Dataset entries:
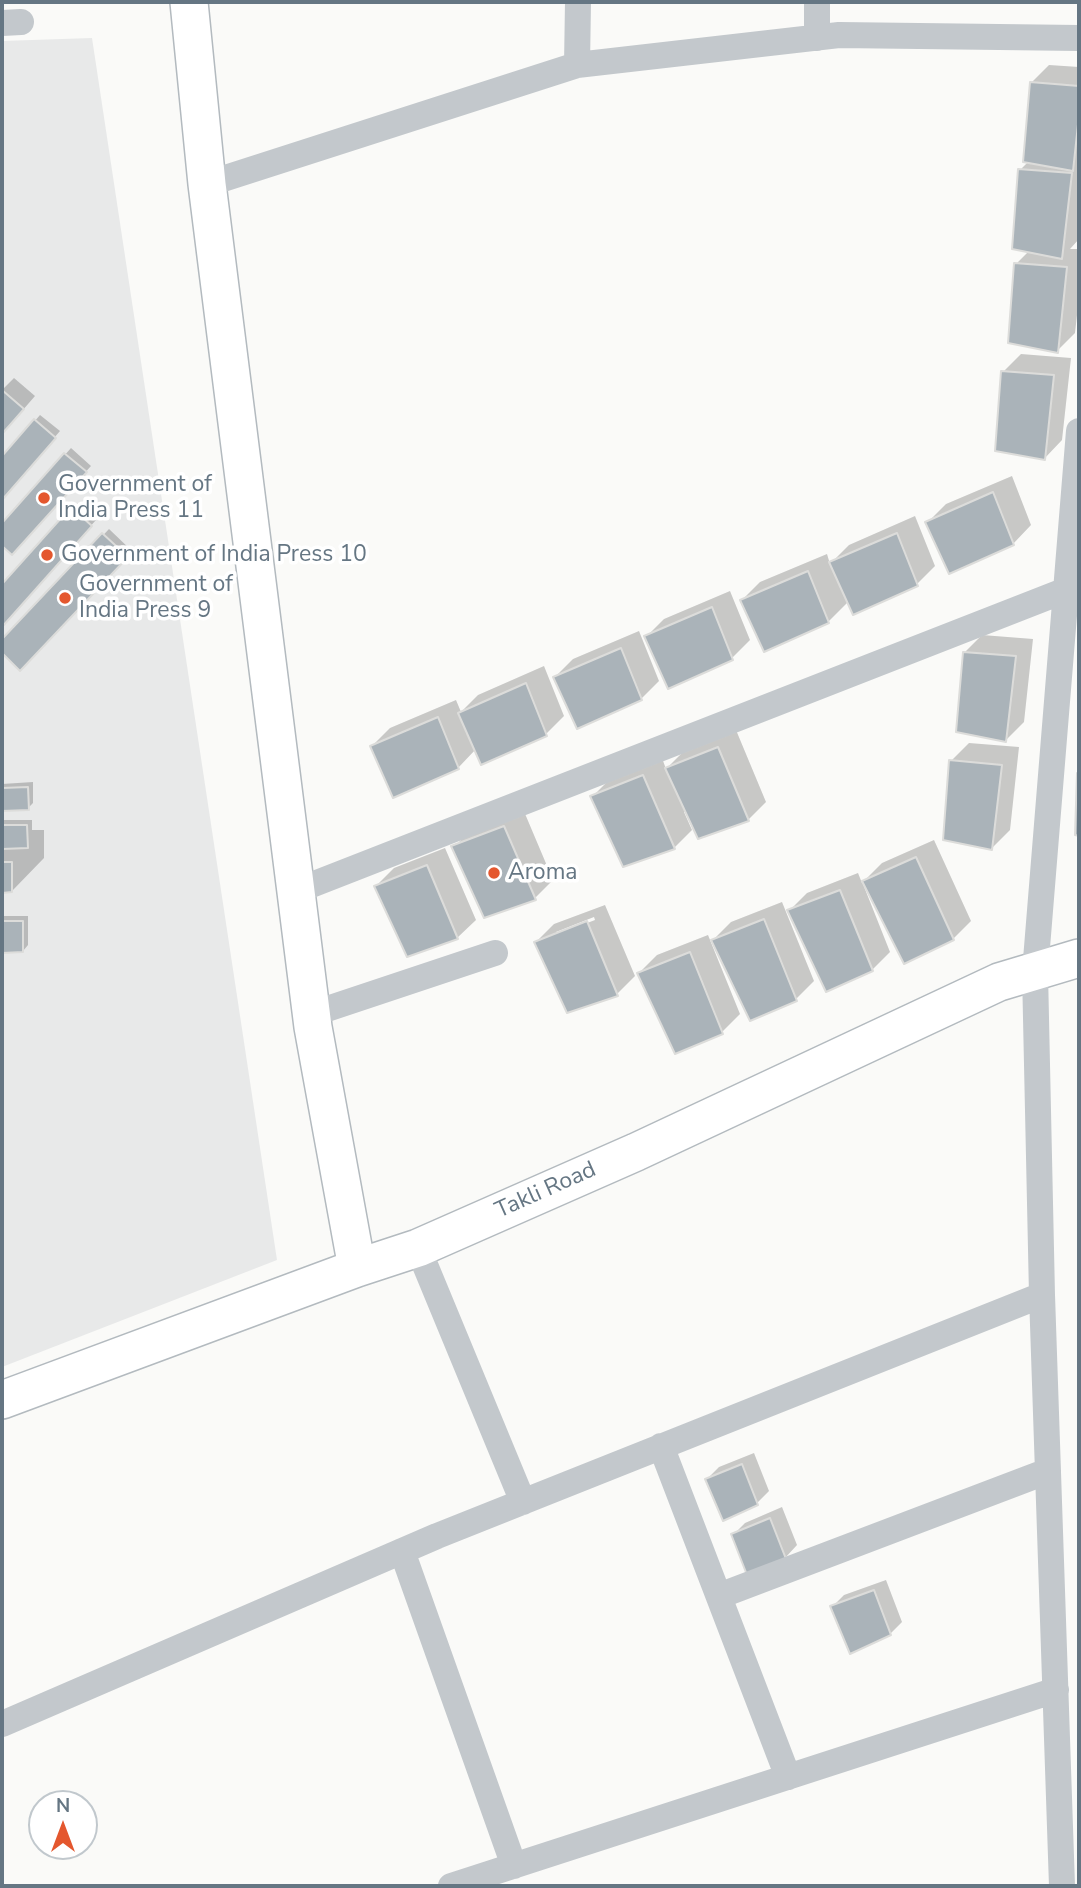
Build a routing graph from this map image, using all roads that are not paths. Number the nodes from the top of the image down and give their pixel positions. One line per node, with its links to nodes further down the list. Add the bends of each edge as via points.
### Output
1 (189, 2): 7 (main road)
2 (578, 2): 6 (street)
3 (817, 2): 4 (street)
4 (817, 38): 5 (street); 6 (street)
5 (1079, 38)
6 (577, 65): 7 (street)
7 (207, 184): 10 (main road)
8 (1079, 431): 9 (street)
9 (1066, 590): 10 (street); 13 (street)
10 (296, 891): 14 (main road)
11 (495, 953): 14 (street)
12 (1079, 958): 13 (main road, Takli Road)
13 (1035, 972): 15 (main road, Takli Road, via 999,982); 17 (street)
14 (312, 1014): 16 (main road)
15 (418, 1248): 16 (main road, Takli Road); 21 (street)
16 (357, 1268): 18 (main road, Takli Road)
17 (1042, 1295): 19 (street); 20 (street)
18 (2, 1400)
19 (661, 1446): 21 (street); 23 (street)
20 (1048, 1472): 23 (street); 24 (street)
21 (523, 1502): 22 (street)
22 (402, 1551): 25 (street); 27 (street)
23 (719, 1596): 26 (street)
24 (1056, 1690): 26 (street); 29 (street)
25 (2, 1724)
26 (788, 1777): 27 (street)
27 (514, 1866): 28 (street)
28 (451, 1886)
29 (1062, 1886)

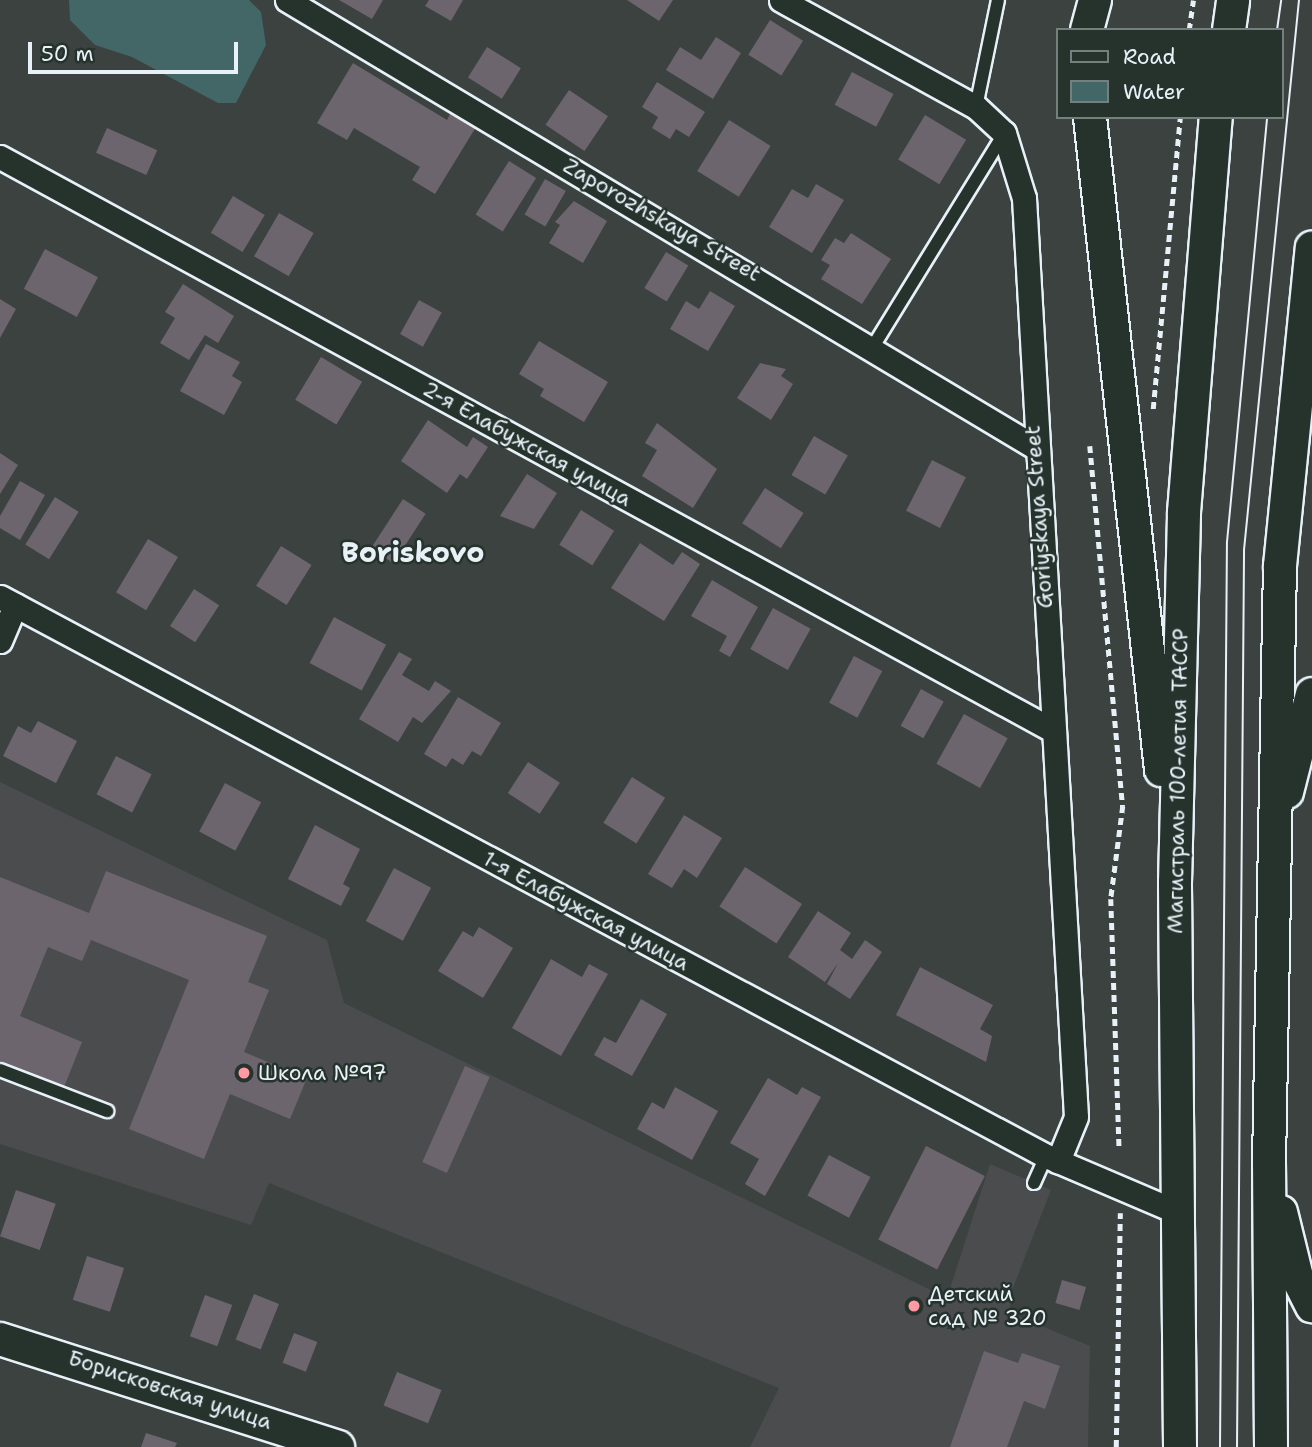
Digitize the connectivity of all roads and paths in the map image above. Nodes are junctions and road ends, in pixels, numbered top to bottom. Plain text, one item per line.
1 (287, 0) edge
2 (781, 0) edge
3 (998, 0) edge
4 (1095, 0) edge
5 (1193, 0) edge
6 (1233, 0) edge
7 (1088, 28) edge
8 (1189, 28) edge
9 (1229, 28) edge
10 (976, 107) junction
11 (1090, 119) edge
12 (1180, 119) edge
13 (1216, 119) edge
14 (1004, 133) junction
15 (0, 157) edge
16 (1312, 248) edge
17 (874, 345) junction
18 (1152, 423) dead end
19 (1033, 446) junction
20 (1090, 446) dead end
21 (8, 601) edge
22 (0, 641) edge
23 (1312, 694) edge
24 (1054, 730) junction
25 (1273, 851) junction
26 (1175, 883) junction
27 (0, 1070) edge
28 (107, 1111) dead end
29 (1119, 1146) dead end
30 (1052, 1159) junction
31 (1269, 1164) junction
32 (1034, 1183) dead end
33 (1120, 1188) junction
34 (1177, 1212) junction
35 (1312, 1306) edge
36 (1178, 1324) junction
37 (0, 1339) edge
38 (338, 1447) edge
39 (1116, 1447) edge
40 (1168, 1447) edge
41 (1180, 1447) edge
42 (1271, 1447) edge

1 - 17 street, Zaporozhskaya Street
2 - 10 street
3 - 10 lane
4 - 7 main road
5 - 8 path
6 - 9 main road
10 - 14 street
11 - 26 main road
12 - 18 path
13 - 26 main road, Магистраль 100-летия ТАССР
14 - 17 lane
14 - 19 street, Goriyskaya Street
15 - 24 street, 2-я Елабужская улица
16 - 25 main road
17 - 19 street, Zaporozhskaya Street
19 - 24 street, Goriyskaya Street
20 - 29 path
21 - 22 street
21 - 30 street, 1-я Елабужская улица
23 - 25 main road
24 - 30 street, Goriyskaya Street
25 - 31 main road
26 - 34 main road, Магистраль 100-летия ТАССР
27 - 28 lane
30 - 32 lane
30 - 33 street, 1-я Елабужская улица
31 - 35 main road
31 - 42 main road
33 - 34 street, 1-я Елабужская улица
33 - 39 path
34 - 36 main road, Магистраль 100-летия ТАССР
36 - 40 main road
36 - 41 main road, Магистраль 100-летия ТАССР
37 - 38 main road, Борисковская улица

### Task statement
Please repeat the records above exactly, leaving every picture out.

### Reply
Build a routing graph from this map image, using all roads that are not paths. Number the nodes from the top of the image down and give their pixel positions. One line per node, with its links to nodes further down the list. Add the bends of each edge as via points.
### Output
1 (189, 2): 7 (main road)
2 (578, 2): 6 (street)
3 (817, 2): 4 (street)
4 (817, 38): 5 (street); 6 (street)
5 (1079, 38)
6 (577, 65): 7 (street)
7 (207, 184): 10 (main road)
8 (1079, 431): 9 (street)
9 (1066, 590): 10 (street); 13 (street)
10 (296, 891): 14 (main road)
11 (495, 953): 14 (street)
12 (1079, 958): 13 (main road, Takli Road)
13 (1035, 972): 15 (main road, Takli Road, via 999,982); 17 (street)
14 (312, 1014): 16 (main road)
15 (418, 1248): 16 (main road, Takli Road); 21 (street)
16 (357, 1268): 18 (main road, Takli Road)
17 (1042, 1295): 19 (street); 20 (street)
18 (2, 1400)
19 (661, 1446): 21 (street); 23 (street)
20 (1048, 1472): 23 (street); 24 (street)
21 (523, 1502): 22 (street)
22 (402, 1551): 25 (street); 27 (street)
23 (719, 1596): 26 (street)
24 (1056, 1690): 26 (street); 29 (street)
25 (2, 1724)
26 (788, 1777): 27 (street)
27 (514, 1866): 28 (street)
28 (451, 1886)
29 (1062, 1886)

Digitize the connectivity of all roads and paths in the map image above. Nodes are junctions and road ends, in pixels, numbered top to bottom. Plain text, one item per line.
1 (287, 0) edge
2 (781, 0) edge
3 (998, 0) edge
4 (1095, 0) edge
5 (1193, 0) edge
6 (1233, 0) edge
7 (1088, 28) edge
8 (1189, 28) edge
9 (1229, 28) edge
10 (976, 107) junction
11 (1090, 119) edge
12 (1180, 119) edge
13 (1216, 119) edge
14 (1004, 133) junction
15 (0, 157) edge
16 (1312, 248) edge
17 (874, 345) junction
18 (1152, 423) dead end
19 (1033, 446) junction
20 (1090, 446) dead end
21 (8, 601) edge
22 (0, 641) edge
23 (1312, 694) edge
24 (1054, 730) junction
25 (1273, 851) junction
26 (1175, 883) junction
27 (0, 1070) edge
28 (107, 1111) dead end
29 (1119, 1146) dead end
30 (1052, 1159) junction
31 (1269, 1164) junction
32 (1034, 1183) dead end
33 (1120, 1188) junction
34 (1177, 1212) junction
35 (1312, 1306) edge
36 (1178, 1324) junction
37 (0, 1339) edge
38 (338, 1447) edge
39 (1116, 1447) edge
40 (1168, 1447) edge
41 (1180, 1447) edge
42 (1271, 1447) edge

1 - 17 street, Zaporozhskaya Street
2 - 10 street
3 - 10 lane
4 - 7 main road
5 - 8 path
6 - 9 main road
10 - 14 street
11 - 26 main road
12 - 18 path
13 - 26 main road, Магистраль 100-летия ТАССР
14 - 17 lane
14 - 19 street, Goriyskaya Street
15 - 24 street, 2-я Елабужская улица
16 - 25 main road
17 - 19 street, Zaporozhskaya Street
19 - 24 street, Goriyskaya Street
20 - 29 path
21 - 22 street
21 - 30 street, 1-я Елабужская улица
23 - 25 main road
24 - 30 street, Goriyskaya Street
25 - 31 main road
26 - 34 main road, Магистраль 100-летия ТАССР
27 - 28 lane
30 - 32 lane
30 - 33 street, 1-я Елабужская улица
31 - 35 main road
31 - 42 main road
33 - 34 street, 1-я Елабужская улица
33 - 39 path
34 - 36 main road, Магистраль 100-летия ТАССР
36 - 40 main road
36 - 41 main road, Магистраль 100-летия ТАССР
37 - 38 main road, Борисковская улица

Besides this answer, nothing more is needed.